Does America Have a Human Rights Problem?
by Roger DonwayThis article is a sidebar to the Lands of Liberty 2000 report.
In addition to its survey of world liberty, this year's Freedom House volume also contains an excellent essay-"Does America Have a Human Rights Problem?"- written by Arch Puddington, vice-president for research at Freedom House. He notes that, contrary to his own organization's findings, "both Amnesty International and Human Rights Watch have issued a series reports which castigate America." Indeed, at the 1999 session of the U.N. Commission on Human Rights, Amnesty International listed the United States as a major human rights priority, along with Algeria, Cambodia, and the region of Africa encompassing Rwanda and Burundi.
"What accounts for this upsurge of concern over the American record," Puddington asks. And he answers: "To its critics, the U.S. is not a country where special rights have been adopted for those who might conceivably suffer discrimination, but a cheerless place where the individual is at the mercy of a pitiless market economy and a brutal police regime. . . . [It is] a society where heavy demands are placed on the individual."
But "two issues in particular have drawn the attention of the human rights community. The first involves the methods America has chosen to wage its war on crime. The second is discrimination against nonwhites, or, to place the matter in a broader and more appropriate context, the country's efforts to build a successful multinational society." In essence, Puddington says, global human-rights organizations are using their prestige to argue that non-Leftist approaches to these two social problems are not merely mistaken but violations of civil liberties. As I noted in the March issue of Navigator, the pan-European courts in Luxembourg and Strasbourg are being used for the same end.

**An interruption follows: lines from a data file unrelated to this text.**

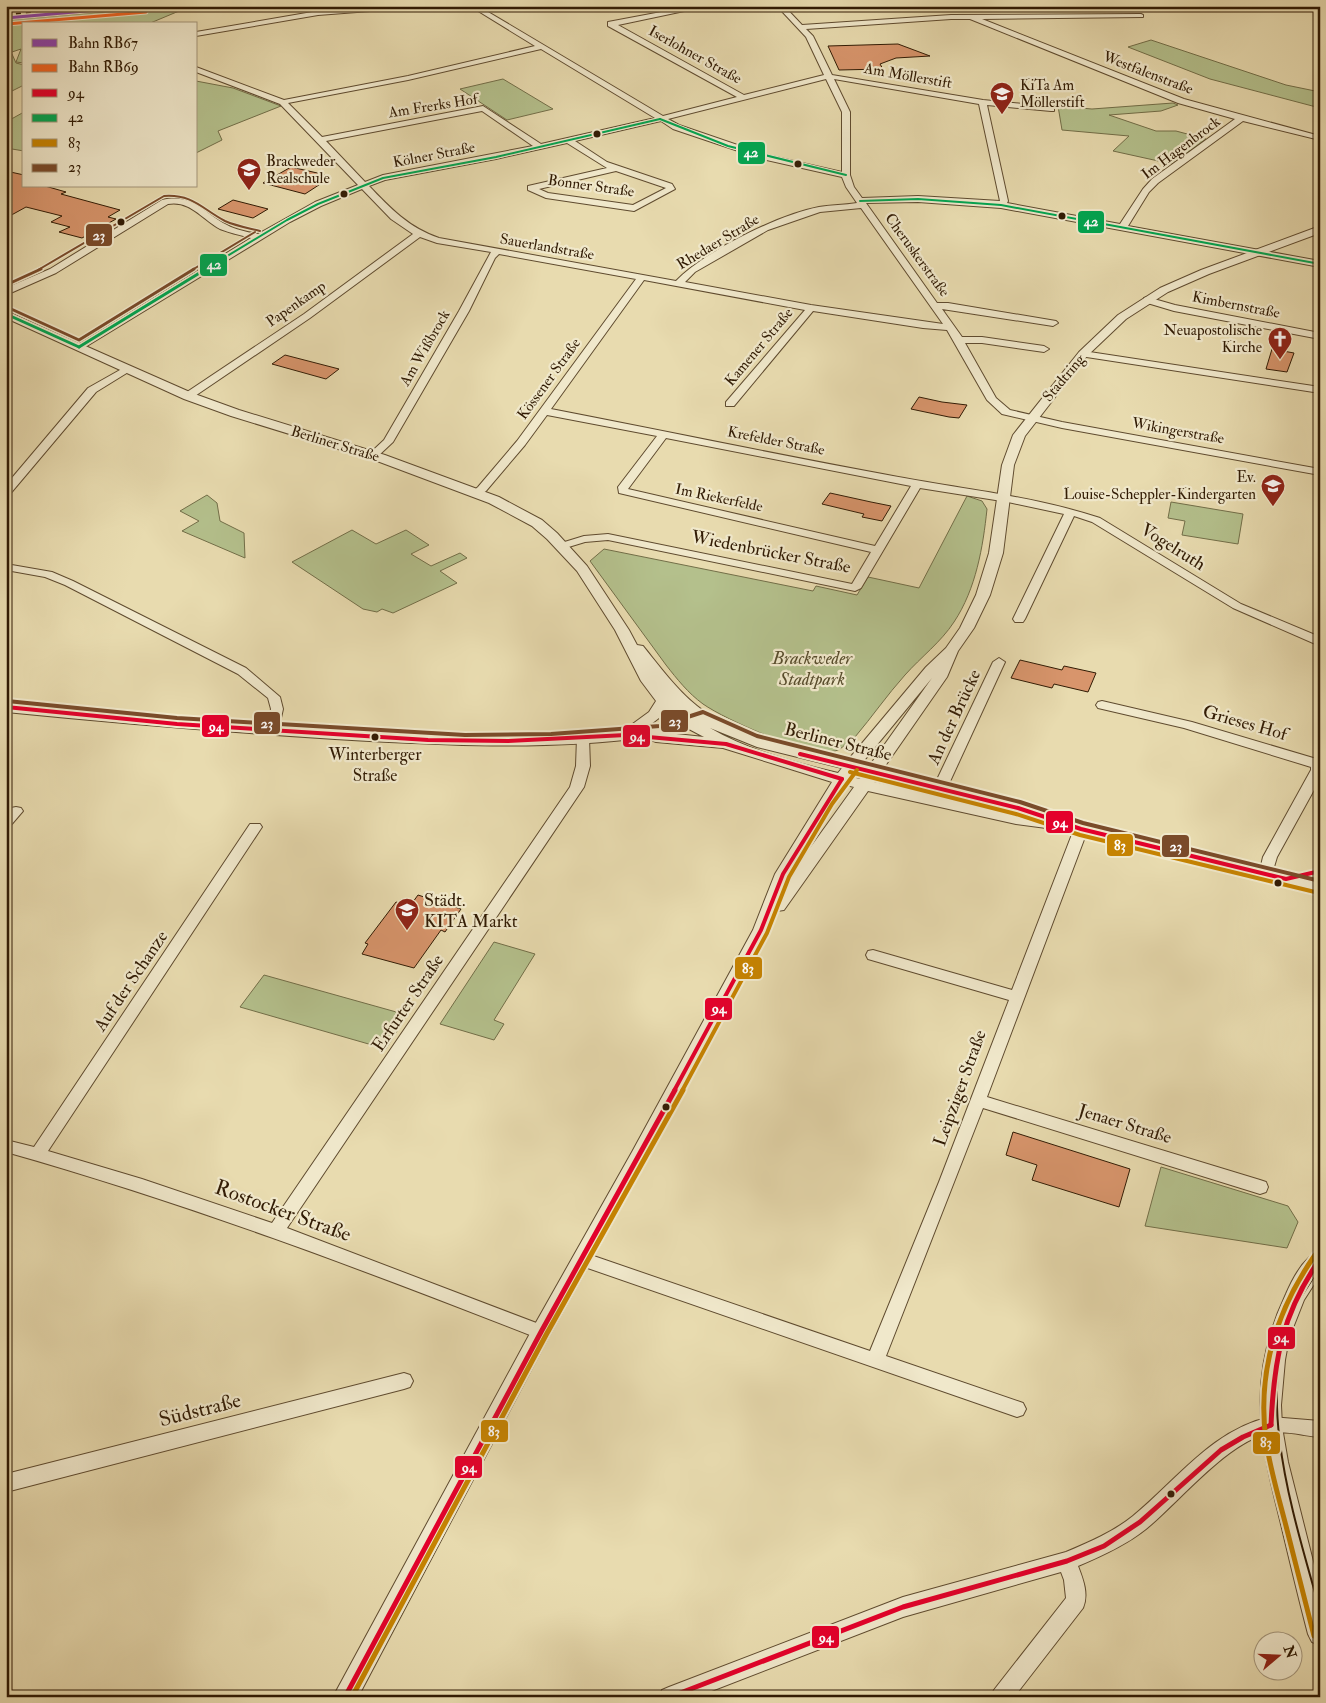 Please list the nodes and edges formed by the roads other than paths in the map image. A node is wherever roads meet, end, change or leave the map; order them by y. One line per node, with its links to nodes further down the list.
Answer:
1 (408, 6): 8 (street)
2 (474, 6): 9 (street)
3 (705, 6): 12 (street, Iserlohner Straße)
4 (780, 6): 7 (street, Cheruskerstraße)
5 (1141, 16): 6 (street)
6 (971, 17): 7 (street); 16 (street, Westfalenstraße)
7 (802, 27): 11 (street, Cheruskerstraße)
8 (198, 34)
9 (542, 47): 13 (street); 17 (street)
10 (198, 70): 13 (street, Sauerlandstraße)
11 (828, 76): 12 (street, Kölner Straße); 14 (street, Am Möllerstift); 23 (street, Cheruskerstraße)
12 (744, 98): 17 (street, Kölner Straße)
13 (284, 102): 19 (street, Sauerlandstraße)
14 (983, 102): 15 (street, Am Möllerstift); 26 (street)
15 (1051, 109)
16 (1242, 118): 18 (street, Westfalenstraße); 27 (street, Im Hagenbrock)
17 (660, 119): 20 (street, Kölner Straße); 23 (street)
18 (1320, 138)
19 (321, 140): 21 (street, Am Frerks Hof); 24 (street, Sauerlandstraße)
20 (568, 140): 21 (street, Kölner Straße); 22 (street, Bonner Straße)
21 (540, 147): 24 (street, Kölner Straße)
22 (617, 168): 22 (street, Bonner Straße)
23 (846, 175): 25 (street, Cheruskerstraße)
24 (364, 185): 29 (street, Sauerlandstraße); 30 (street, Kölner Straße)
25 (861, 203): 26 (street, Rhedaer Straße); 35 (street, Rhedaer Straße); 38 (street, Cheruskerstraße)
26 (1002, 205): 27 (street, Rhedaer Straße)
27 (1124, 227): 32 (street, Rhedaer Straße)
28 (1320, 229): 32 (street, Stadtring)
29 (419, 234): 31 (street, Sauerlandstraße); 50 (street, Papenkamp)
30 (258, 237): 36 (street); 45 (street, Kölner Straße)
31 (496, 252): 34 (street, Sauerlandstraße); 55 (street, Am Wißbrock)
32 (1258, 253): 33 (street, Rhedaer Straße); 37 (street, Stadtring)
33 (1320, 264)
34 (641, 278): 35 (street, Sauerlandstraße); 52 (street, Kössener Straße)
35 (676, 285): 39 (street, Sauerlandstraße)
36 (6, 292)
37 (1147, 300): 43 (street, Kimbernstraße); 47 (street, Stadtring)
38 (935, 306): 41 (street); 42 (street, Cheruskerstraße)
39 (810, 308): 42 (street, Sauerlandstraße); 51 (street, Kamener Straße)
40 (6, 314): 45 (street, Berliner Straße)
41 (1053, 323)
42 (950, 326): 44 (street, Cheruskerstraße)
43 (1320, 336)
44 (959, 340): 46 (street); 53 (street, Cheruskerstraße)
45 (79, 347): 48 (street, Berliner Straße)
46 (1044, 349)
47 (1083, 354): 49 (street); 53 (street, Stadtring)
48 (127, 369): 50 (street, Berliner Straße); 58 (street)
49 (1320, 390)
50 (188, 396): 55 (street, Berliner Straße)
51 (730, 404)
52 (544, 411): 54 (street, Krefelder Straße); 59 (street, Kössener Straße)
53 (1030, 418): 56 (street, Wikingerstraße); 60 (street, Stadtring)
54 (664, 434): 57 (street, Krefelder Straße); 63 (street, Im Riekerfelde)
55 (373, 455): 59 (street, Berliner Straße)
56 (1320, 472)
57 (917, 484): 60 (street, Krefelder Straße); 63 (street, Wiedenbrücker Straße)
58 (9, 486)
59 (476, 493): 62 (street, Berliner Straße)
60 (1004, 497): 61 (street, Vogelruth); 68 (street, Stadtring)
61 (1072, 511): 65 (street); 67 (street, Vogelruth)
62 (562, 546): 63 (street, Wiedenbrücker Straße); 66 (street, Berliner Straße)
63 (878, 550)
64 (6, 567): 74 (street)
65 (1019, 619)
66 (622, 630): 70 (street, Berliner Straße); 73 (street, Berliner Straße)
67 (1320, 642)
68 (951, 651): 78 (street, Stadtring); 79 (street, Stadtring)
69 (999, 662): 82 (street, An der Brücke)
70 (664, 701): 73 (street, Berliner Straße); 75 (street)
71 (1102, 705): 87 (street, Grieses Hof)
72 (6, 707): 74 (street)
73 (696, 720): 75 (street); 77 (street, Berliner Straße); 78 (street, Berliner Straße)
74 (272, 731): 76 (street)
75 (626, 734): 76 (street); 77 (street)
76 (583, 738): 96 (street, Erfurter Straße)
77 (726, 744): 80 (street, Berliner Straße)
78 (852, 766): 79 (street, Berliner Straße); 80 (street, Stadtring)
79 (875, 771): 81 (street, Stadtring); 82 (street, Berliner Straße)
80 (842, 780): 81 (street, Berliner Straße); 89 (street, Stadtring)
81 (864, 785): 86 (street, Berliner Straße); 89 (street, Stadtring)
82 (940, 788): 86 (street, Berliner Straße)
83 (16, 811): 84 (street)
84 (6, 822)
85 (255, 827): 94 (street, Auf der Schanze)
86 (1082, 829): 87 (street, Berliner Straße); 91 (street, Leipziger Straße)
87 (1266, 874): 88 (street, Berliner Straße)
88 (1320, 887)
89 (761, 930): 97 (street, Stadtring)
90 (873, 955): 91 (street)
91 (1016, 997): 92 (street, Leipziger Straße)
92 (978, 1100): 95 (street, Jenaer Straße); 100 (street, Leipziger Straße)
93 (6, 1146): 94 (street, Rostocker Straße)
94 (38, 1154): 96 (street, Rostocker Straße)
95 (1260, 1187)
96 (276, 1231): 99 (street, Rostocker Straße)
97 (582, 1259): 99 (street, Stadtring); 100 (street)
98 (1320, 1260): 103 (street)
99 (541, 1332): 108 (street, Stadtring)
100 (875, 1361): 102 (street)
101 (404, 1381): 105 (street, Südstraße)
102 (1017, 1409)
103 (1271, 1425): 104 (street); 106 (street); 107 (street)
104 (1320, 1429)
105 (6, 1484)
106 (1067, 1561): 109 (street); 110 (street)
107 (1320, 1634)
108 (345, 1697)
109 (669, 1697)
110 (1001, 1697) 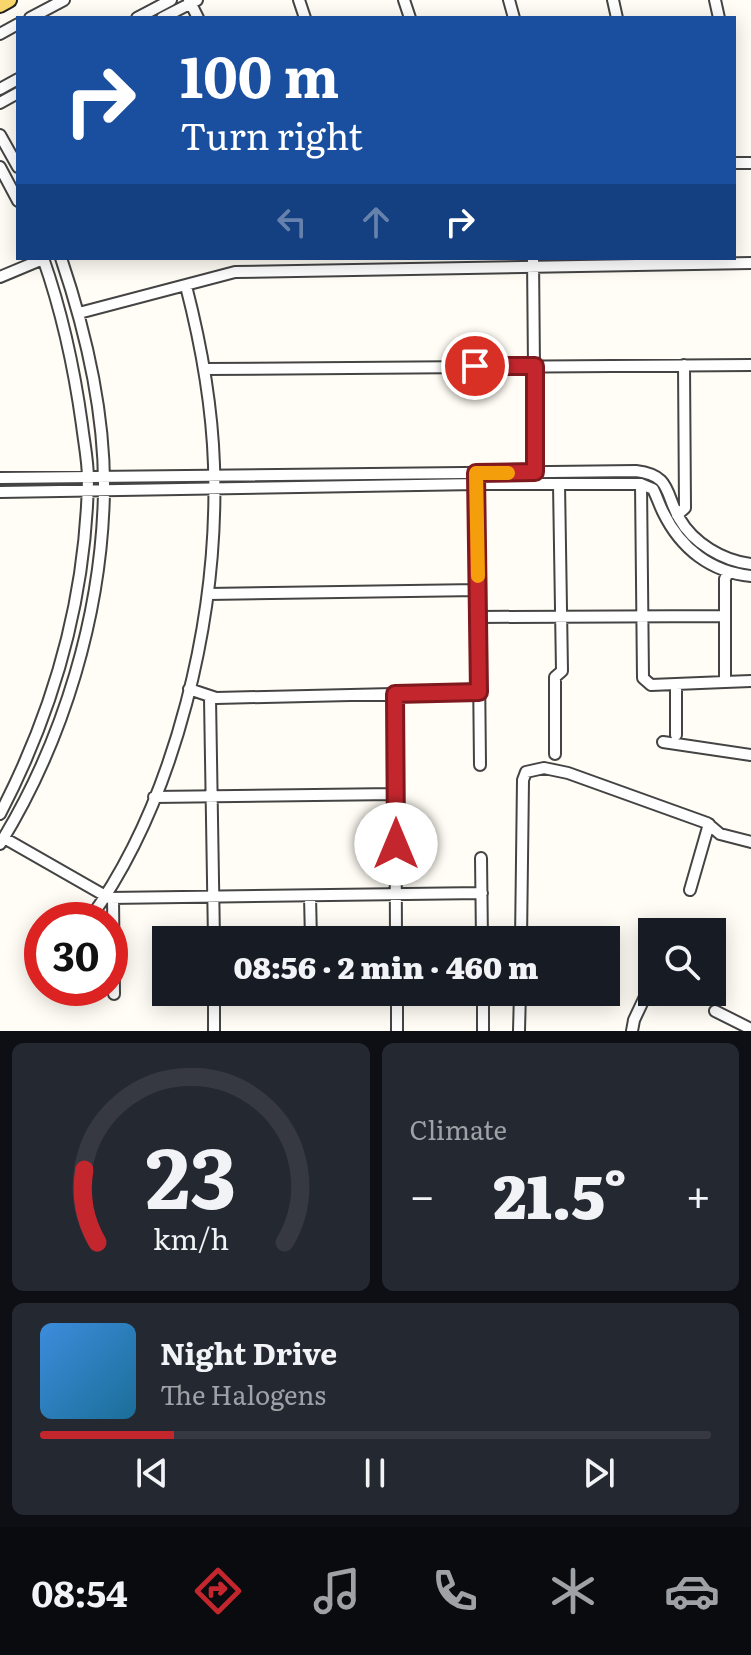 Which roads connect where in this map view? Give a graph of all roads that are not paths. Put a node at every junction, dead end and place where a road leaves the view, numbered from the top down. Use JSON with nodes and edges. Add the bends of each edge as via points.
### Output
{"nodes":[{"id":1,"x":9,"y":0,"type":"edge"},
{"id":2,"x":64,"y":0,"type":"edge"},
{"id":3,"x":171,"y":0,"type":"edge"},
{"id":4,"x":192,"y":1,"type":"edge"},
{"id":5,"x":0,"y":5,"type":"edge"},
{"id":6,"x":34,"y":16,"type":"edge"},
{"id":7,"x":141,"y":16,"type":"edge"},
{"id":8,"x":166,"y":16,"type":"edge"},
{"id":9,"x":0,"y":135,"type":"edge"},
{"id":10,"x":16,"y":163,"type":"edge"},
{"id":11,"x":0,"y":167,"type":"edge"},
{"id":12,"x":16,"y":197,"type":"edge"},
{"id":13,"x":41,"y":260,"type":"edge"},
{"id":14,"x":43,"y":260,"type":"edge"},
{"id":15,"x":62,"y":260,"type":"edge"},
{"id":16,"x":235,"y":260,"type":"edge"},
{"id":17,"x":533,"y":262,"type":"edge"},
{"id":18,"x":751,"y":263,"type":"edge"},
{"id":19,"x":235,"y":272,"type":"junction"},
{"id":20,"x":0,"y":277,"type":"edge"},
{"id":21,"x":186,"y":286,"type":"junction"},
{"id":22,"x":79,"y":313,"type":"junction"},
{"id":23,"x":684,"y":365,"type":"junction"},
{"id":24,"x":751,"y":365,"type":"edge"},
{"id":25,"x":535,"y":366,"type":"junction"},
{"id":26,"x":205,"y":369,"type":"junction"},
{"id":27,"x":88,"y":476,"type":"junction"},
{"id":28,"x":103,"y":476,"type":"junction"},
{"id":29,"x":0,"y":478,"type":"edge"},
{"id":30,"x":476,"y":478,"type":"junction"},
{"id":31,"x":535,"y":478,"type":"junction"},
{"id":32,"x":214,"y":482,"type":"junction"},
{"id":33,"x":559,"y":484,"type":"junction"},
{"id":34,"x":641,"y":484,"type":"junction"},
{"id":35,"x":104,"y":490,"type":"junction"},
{"id":36,"x":87,"y":491,"type":"junction"},
{"id":37,"x":0,"y":492,"type":"edge"},
{"id":38,"x":677,"y":515,"type":"junction"},
{"id":39,"x":751,"y":564,"type":"edge"},
{"id":40,"x":728,"y":572,"type":"junction"},
{"id":41,"x":751,"y":576,"type":"edge"},
{"id":42,"x":478,"y":590,"type":"junction"},
{"id":43,"x":208,"y":594,"type":"junction"},
{"id":44,"x":725,"y":616,"type":"junction"},
{"id":45,"x":478,"y":617,"type":"junction"},
{"id":46,"x":561,"y":617,"type":"junction"},
{"id":47,"x":642,"y":617,"type":"junction"},
{"id":48,"x":751,"y":681,"type":"edge"},
{"id":49,"x":725,"y":682,"type":"junction"},
{"id":50,"x":676,"y":685,"type":"junction"},
{"id":51,"x":189,"y":689,"type":"junction"},
{"id":52,"x":479,"y":692,"type":"junction"},
{"id":53,"x":395,"y":694,"type":"junction"},
{"id":54,"x":210,"y":698,"type":"junction"},
{"id":55,"x":676,"y":735,"type":"dead end"},
{"id":56,"x":663,"y":742,"type":"dead end"},
{"id":57,"x":555,"y":754,"type":"dead end"},
{"id":58,"x":751,"y":755,"type":"edge"},
{"id":59,"x":480,"y":765,"type":"dead end"},
{"id":60,"x":395,"y":794,"type":"junction"},
{"id":61,"x":213,"y":796,"type":"junction"},
{"id":62,"x":154,"y":797,"type":"junction"},
{"id":63,"x":0,"y":814,"type":"edge"},
{"id":64,"x":709,"y":824,"type":"junction"},
{"id":65,"x":2,"y":841,"type":"edge"},
{"id":66,"x":751,"y":842,"type":"edge"},
{"id":67,"x":481,"y":858,"type":"dead end"},
{"id":68,"x":690,"y":890,"type":"dead end"},
{"id":69,"x":482,"y":893,"type":"junction"},
{"id":70,"x":396,"y":894,"type":"junction"},
{"id":71,"x":310,"y":896,"type":"junction"},
{"id":72,"x":214,"y":897,"type":"junction"},
{"id":73,"x":109,"y":898,"type":"junction"},
{"id":74,"x":105,"y":902,"type":"edge"},
{"id":75,"x":109,"y":902,"type":"edge"},
{"id":76,"x":214,"y":926,"type":"edge"},
{"id":77,"x":311,"y":926,"type":"edge"},
{"id":78,"x":396,"y":926,"type":"edge"},
{"id":79,"x":482,"y":926,"type":"edge"},
{"id":80,"x":521,"y":926,"type":"edge"},
{"id":81,"x":214,"y":1006,"type":"edge"},
{"id":82,"x":397,"y":1006,"type":"edge"},
{"id":83,"x":483,"y":1006,"type":"edge"},
{"id":84,"x":520,"y":1006,"type":"edge"},
{"id":85,"x":641,"y":1006,"type":"edge"},
{"id":86,"x":715,"y":1011,"type":"dead end"},
{"id":87,"x":751,"y":1029,"type":"edge"},
{"id":88,"x":214,"y":1031,"type":"edge"},
{"id":89,"x":397,"y":1031,"type":"edge"},
{"id":90,"x":483,"y":1031,"type":"edge"},
{"id":91,"x":519,"y":1031,"type":"edge"},
{"id":92,"x":632,"y":1031,"type":"edge"}],
"edges":[{"from":1,"to":5,"type":"main road"},
{"from":2,"to":6,"type":"street"},
{"from":3,"to":7,"type":"street"},
{"from":4,"to":8,"type":"street"},
{"from":9,"to":10,"type":"street"},
{"from":11,"to":12,"type":"street"},
{"from":13,"to":20,"type":"street"},
{"from":14,"to":27,"type":"street","via":[[69,344]]},
{"from":15,"to":22,"type":"street"},
{"from":16,"to":19,"type":"street"},
{"from":17,"to":18,"type":"street"},
{"from":17,"to":19,"type":"street"},
{"from":17,"to":25,"type":"street"},
{"from":19,"to":21,"type":"street"},
{"from":21,"to":22,"type":"street"},
{"from":21,"to":26,"type":"street"},
{"from":22,"to":28,"type":"street"},
{"from":23,"to":24,"type":"street"},
{"from":23,"to":25,"type":"street"},
{"from":23,"to":38,"type":"street","via":[[685,508]]},
{"from":25,"to":26,"type":"street"},
{"from":25,"to":31,"type":"street"},
{"from":26,"to":32,"type":"street"},
{"from":27,"to":28,"type":"street"},
{"from":27,"to":29,"type":"street"},
{"from":27,"to":36,"type":"street"},
{"from":28,"to":32,"type":"street"},
{"from":28,"to":35,"type":"street"},
{"from":30,"to":31,"type":"street"},
{"from":30,"to":32,"type":"street"},
{"from":30,"to":42,"type":"street"},
{"from":31,"to":33,"type":"street"},
{"from":31,"to":38,"type":"street","via":[[649,473],[661,479]]},
{"from":32,"to":35,"type":"street"},
{"from":32,"to":43,"type":"street"},
{"from":33,"to":34,"type":"street"},
{"from":33,"to":46,"type":"street"},
{"from":34,"to":40,"type":"street","via":[[653,489],[672,529],[690,551]]},
{"from":34,"to":47,"type":"street"},
{"from":35,"to":36,"type":"street"},
{"from":35,"to":65,"type":"street","via":[[83,646],[53,738]]},
{"from":36,"to":37,"type":"street"},
{"from":36,"to":63,"type":"street","via":[[76,602],[53,689]]},
{"from":38,"to":39,"type":"street","via":[[712,550]]},
{"from":40,"to":41,"type":"street"},
{"from":40,"to":44,"type":"street"},
{"from":42,"to":43,"type":"street"},
{"from":42,"to":45,"type":"street"},
{"from":43,"to":51,"type":"street"},
{"from":44,"to":47,"type":"street"},
{"from":44,"to":49,"type":"street"},
{"from":45,"to":46,"type":"street"},
{"from":45,"to":52,"type":"street"},
{"from":46,"to":47,"type":"street"},
{"from":46,"to":57,"type":"street"},
{"from":47,"to":50,"type":"street","via":[[643,678],[651,685]]},
{"from":48,"to":49,"type":"street"},
{"from":49,"to":50,"type":"street"},
{"from":50,"to":55,"type":"street"},
{"from":51,"to":54,"type":"street"},
{"from":51,"to":62,"type":"street"},
{"from":52,"to":53,"type":"street"},
{"from":52,"to":59,"type":"street"},
{"from":53,"to":54,"type":"street"},
{"from":53,"to":60,"type":"street"},
{"from":54,"to":61,"type":"street"},
{"from":56,"to":58,"type":"street"},
{"from":60,"to":61,"type":"street"},
{"from":60,"to":70,"type":"street"},
{"from":61,"to":62,"type":"street"},
{"from":61,"to":72,"type":"street"},
{"from":62,"to":73,"type":"street"},
{"from":64,"to":66,"type":"street","via":[[720,834]]},
{"from":64,"to":68,"type":"street"},
{"from":64,"to":80,"type":"street","via":[[568,773],[544,768],[526,772]]},
{"from":65,"to":73,"type":"street"},
{"from":67,"to":69,"type":"street"},
{"from":69,"to":70,"type":"street"},
{"from":69,"to":79,"type":"street"},
{"from":70,"to":71,"type":"street"},
{"from":70,"to":78,"type":"street"},
{"from":71,"to":72,"type":"street"},
{"from":71,"to":77,"type":"street"},
{"from":72,"to":73,"type":"street"},
{"from":72,"to":76,"type":"street"},
{"from":73,"to":74,"type":"street"},
{"from":73,"to":75,"type":"street"},
{"from":81,"to":88,"type":"street"},
{"from":82,"to":89,"type":"street"},
{"from":83,"to":90,"type":"street"},
{"from":84,"to":91,"type":"street"},
{"from":85,"to":92,"type":"street"},
{"from":86,"to":87,"type":"street"}]}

Thus, with regard to crime, Puddington notes that Americans have chosen several tactics for fighting that problem-the death penalty; long, mandatory sentences; zero-tolerance policing-that their critics declare to be human-rights violations. But the fact is that America's crime rate is falling, while Leftist Europe's is rising. Thus, critics of America's anti-crime tactics have not demonstrated that they can obtain the same results by means more to their liking.
Nor is this a case where the human rights lies on one side and administrative convenience on the other. As Puddington says: "If we have learned anything over the past thirty years, it is that high levels of crime, or the public perception that crime is out of control, can present an even greater danger to democracy, the rule of law, and human rights than the abuse of power by the authorities or draconian sentencing policies."
With regard to ethnic discrimination, Puddington writes:
The charge advanced by one well-known human-rights organization that the U.S. is undergoing a wave of anti-immigrant sentiment is patently false. . . . [But] if America has not become hostile to legal immigrants, it is also true that many people are concerned over evidence that some of the newer immigrant groups were resisting assimilation into the broader American culture. . . . [This] notion that some immigrant groups were resistant to becoming "American" was fortified by immigrant constituency organizations, which sometimes spoke disparagingly of assimilation and pressed for government policies which would encourage immigrants to retain their cultural identities. . . . Immigrants bring many benefits to a society such as the United States. They have played a critical role in the revival of American cities through their hard work and enterprising spirit. . . . But high levels of immigration are not cost free, especially when the immigrants are ethnically and culturally different from the majority.
Again, human-rights organizations claim America's approach to these problems violates civilized norms. But the European Left's alternative has been to deny there are problems associated with immigration and then blame their country's citizenry for thinking otherwise.